Liberals, Conservative, Psychoticism ... and a Retraction

Retraction Watch reports:
Researchers have fixed a number of papers after mistakenly reporting that people who hold conservative political beliefs are more likely to exhibit traits associated with psychoticism, such as authoritarianism and tough-mindedness.
As one of the notices specifies, now it appears that liberal political beliefs are linked with psychoticism. That paper also swapped ideologies when reporting on people higher in neuroticism and social desirability (falsely claiming that you have socially desirable qualities); the original paper said those traits are linked with liberal beliefs, but they are more common among people with conservative values.
We’re not clear how much the corrections should inform our thinking about politics and personality traits, however, because it’s not clear from the paper how strongly those two are linked. The authors claim that the strength of the links are not important, as they do not affect the main conclusions of the papers — although some personality traits appear to correlate with political beliefs, one doesn’t cause the other, nor vice versa.
In total, three papers have been corrected by authors, and a correction has been submitted on one more.
We’ll start with an erratum that explains the backstory of the error in detail. It appears on “Correlation not Causation: The Relationship between Personality Traits and Political Ideologies,” published by the American Journal of Political Science:
The interpretation of the coding of the political attitude items in the descriptive and preliminary analyses portion of the manuscript was exactly reversed. Thus, where we indicated that higher scores in Table 1 (page 40) reflect a more conservative response, they actually reflect a more liberal response. Specifically, in the original manuscript, the descriptive analyses report that those higher in Eysenck’s psychoticism are more conservative, but they are actually more liberal; and where the original manuscript reports those higher in neuroticism and social desirability are more liberal, they are, in fact, more conservative.

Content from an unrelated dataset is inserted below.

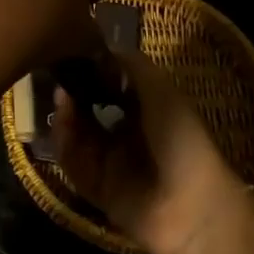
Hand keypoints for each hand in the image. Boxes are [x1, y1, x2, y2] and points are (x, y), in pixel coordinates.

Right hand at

The Weekly Standard observes:
Why did it take so long for such an extraordinary screw-up to be discovered? Why is it that hundreds of other social scientists cited the original research without questioning it?

Could it be that the original results fit so neatly with the prejudices of the academic left that they couldn't imagine they were wrong? One thing is for sure: Had Verhulst, Eaves, and Hatemi found, from the get-go, that liberalism was associated with undesirable traits, their research wouldn't just have been challenged, it would have been put through the wringer. You call that methodology? Let's see your data! Let's recrunch those numbers!